#### WHAT THE TASK ASKS
Copy out every line of the data that follows, exactly.

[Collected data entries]
<<<<
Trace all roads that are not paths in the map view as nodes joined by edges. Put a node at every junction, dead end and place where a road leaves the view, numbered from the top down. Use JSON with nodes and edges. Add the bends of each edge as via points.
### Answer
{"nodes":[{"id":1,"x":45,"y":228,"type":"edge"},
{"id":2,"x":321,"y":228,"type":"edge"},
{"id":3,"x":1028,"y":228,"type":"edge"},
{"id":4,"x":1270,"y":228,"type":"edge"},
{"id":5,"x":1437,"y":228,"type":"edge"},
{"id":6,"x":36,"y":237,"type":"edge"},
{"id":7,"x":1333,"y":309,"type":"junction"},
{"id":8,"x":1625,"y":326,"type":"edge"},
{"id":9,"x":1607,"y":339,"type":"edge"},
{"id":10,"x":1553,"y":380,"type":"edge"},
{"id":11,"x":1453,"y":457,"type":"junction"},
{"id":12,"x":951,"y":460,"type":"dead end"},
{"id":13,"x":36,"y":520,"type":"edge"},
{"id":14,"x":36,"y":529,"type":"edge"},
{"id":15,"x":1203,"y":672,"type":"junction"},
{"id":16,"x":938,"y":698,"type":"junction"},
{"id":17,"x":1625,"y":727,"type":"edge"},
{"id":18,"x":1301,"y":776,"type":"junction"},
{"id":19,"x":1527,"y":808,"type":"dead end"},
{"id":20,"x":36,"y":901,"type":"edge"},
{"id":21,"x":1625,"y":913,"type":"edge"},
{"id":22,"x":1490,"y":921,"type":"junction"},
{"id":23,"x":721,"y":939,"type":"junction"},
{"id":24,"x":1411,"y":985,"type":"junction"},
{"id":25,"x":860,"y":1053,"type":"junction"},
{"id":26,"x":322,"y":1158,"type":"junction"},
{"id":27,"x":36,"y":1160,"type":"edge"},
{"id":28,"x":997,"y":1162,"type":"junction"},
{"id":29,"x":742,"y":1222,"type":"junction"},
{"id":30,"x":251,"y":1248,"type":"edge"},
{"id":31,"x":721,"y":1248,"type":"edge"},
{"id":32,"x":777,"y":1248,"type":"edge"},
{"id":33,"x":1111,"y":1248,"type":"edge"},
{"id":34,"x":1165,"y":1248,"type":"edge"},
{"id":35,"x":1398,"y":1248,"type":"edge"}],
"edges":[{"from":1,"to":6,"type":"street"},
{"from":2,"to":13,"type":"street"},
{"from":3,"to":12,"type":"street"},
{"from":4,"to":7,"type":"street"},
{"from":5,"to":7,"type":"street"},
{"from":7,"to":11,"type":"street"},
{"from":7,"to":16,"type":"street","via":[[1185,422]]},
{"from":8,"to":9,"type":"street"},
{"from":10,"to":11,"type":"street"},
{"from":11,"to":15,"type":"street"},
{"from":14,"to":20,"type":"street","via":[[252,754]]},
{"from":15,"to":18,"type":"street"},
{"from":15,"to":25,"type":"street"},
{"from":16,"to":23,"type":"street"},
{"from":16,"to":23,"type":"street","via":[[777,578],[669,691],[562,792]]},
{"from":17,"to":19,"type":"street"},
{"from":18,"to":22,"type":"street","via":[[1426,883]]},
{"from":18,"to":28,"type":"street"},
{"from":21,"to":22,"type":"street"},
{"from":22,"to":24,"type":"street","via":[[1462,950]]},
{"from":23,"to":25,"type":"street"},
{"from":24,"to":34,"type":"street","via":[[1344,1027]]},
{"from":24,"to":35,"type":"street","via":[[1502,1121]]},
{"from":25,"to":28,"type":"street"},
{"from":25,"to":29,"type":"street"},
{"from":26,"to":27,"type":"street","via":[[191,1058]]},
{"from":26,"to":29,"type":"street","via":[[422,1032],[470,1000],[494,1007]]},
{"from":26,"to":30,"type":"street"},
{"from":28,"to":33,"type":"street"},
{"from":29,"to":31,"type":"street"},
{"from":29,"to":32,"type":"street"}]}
>>>>
#### RESULT OF THIS TASK
Trace all roads that are not paths in the map view as nodes joined by edges. Put a node at every junction, dead end and place where a road leaves the view, numbered from the top down. Use JSON with nodes and edges. Add the bends of each edge as via points.
### Answer
{"nodes":[{"id":1,"x":45,"y":228,"type":"edge"},
{"id":2,"x":321,"y":228,"type":"edge"},
{"id":3,"x":1028,"y":228,"type":"edge"},
{"id":4,"x":1270,"y":228,"type":"edge"},
{"id":5,"x":1437,"y":228,"type":"edge"},
{"id":6,"x":36,"y":237,"type":"edge"},
{"id":7,"x":1333,"y":309,"type":"junction"},
{"id":8,"x":1625,"y":326,"type":"edge"},
{"id":9,"x":1607,"y":339,"type":"edge"},
{"id":10,"x":1553,"y":380,"type":"edge"},
{"id":11,"x":1453,"y":457,"type":"junction"},
{"id":12,"x":951,"y":460,"type":"dead end"},
{"id":13,"x":36,"y":520,"type":"edge"},
{"id":14,"x":36,"y":529,"type":"edge"},
{"id":15,"x":1203,"y":672,"type":"junction"},
{"id":16,"x":938,"y":698,"type":"junction"},
{"id":17,"x":1625,"y":727,"type":"edge"},
{"id":18,"x":1301,"y":776,"type":"junction"},
{"id":19,"x":1527,"y":808,"type":"dead end"},
{"id":20,"x":36,"y":901,"type":"edge"},
{"id":21,"x":1625,"y":913,"type":"edge"},
{"id":22,"x":1490,"y":921,"type":"junction"},
{"id":23,"x":721,"y":939,"type":"junction"},
{"id":24,"x":1411,"y":985,"type":"junction"},
{"id":25,"x":860,"y":1053,"type":"junction"},
{"id":26,"x":322,"y":1158,"type":"junction"},
{"id":27,"x":36,"y":1160,"type":"edge"},
{"id":28,"x":997,"y":1162,"type":"junction"},
{"id":29,"x":742,"y":1222,"type":"junction"},
{"id":30,"x":251,"y":1248,"type":"edge"},
{"id":31,"x":721,"y":1248,"type":"edge"},
{"id":32,"x":777,"y":1248,"type":"edge"},
{"id":33,"x":1111,"y":1248,"type":"edge"},
{"id":34,"x":1165,"y":1248,"type":"edge"},
{"id":35,"x":1398,"y":1248,"type":"edge"}],
"edges":[{"from":1,"to":6,"type":"street"},
{"from":2,"to":13,"type":"street"},
{"from":3,"to":12,"type":"street"},
{"from":4,"to":7,"type":"street"},
{"from":5,"to":7,"type":"street"},
{"from":7,"to":11,"type":"street"},
{"from":7,"to":16,"type":"street","via":[[1185,422]]},
{"from":8,"to":9,"type":"street"},
{"from":10,"to":11,"type":"street"},
{"from":11,"to":15,"type":"street"},
{"from":14,"to":20,"type":"street","via":[[252,754]]},
{"from":15,"to":18,"type":"street"},
{"from":15,"to":25,"type":"street"},
{"from":16,"to":23,"type":"street"},
{"from":16,"to":23,"type":"street","via":[[777,578],[669,691],[562,792]]},
{"from":17,"to":19,"type":"street"},
{"from":18,"to":22,"type":"street","via":[[1426,883]]},
{"from":18,"to":28,"type":"street"},
{"from":21,"to":22,"type":"street"},
{"from":22,"to":24,"type":"street","via":[[1462,950]]},
{"from":23,"to":25,"type":"street"},
{"from":24,"to":34,"type":"street","via":[[1344,1027]]},
{"from":24,"to":35,"type":"street","via":[[1502,1121]]},
{"from":25,"to":28,"type":"street"},
{"from":25,"to":29,"type":"street"},
{"from":26,"to":27,"type":"street","via":[[191,1058]]},
{"from":26,"to":29,"type":"street","via":[[422,1032],[470,1000],[494,1007]]},
{"from":26,"to":30,"type":"street"},
{"from":28,"to":33,"type":"street"},
{"from":29,"to":31,"type":"street"},
{"from":29,"to":32,"type":"street"}]}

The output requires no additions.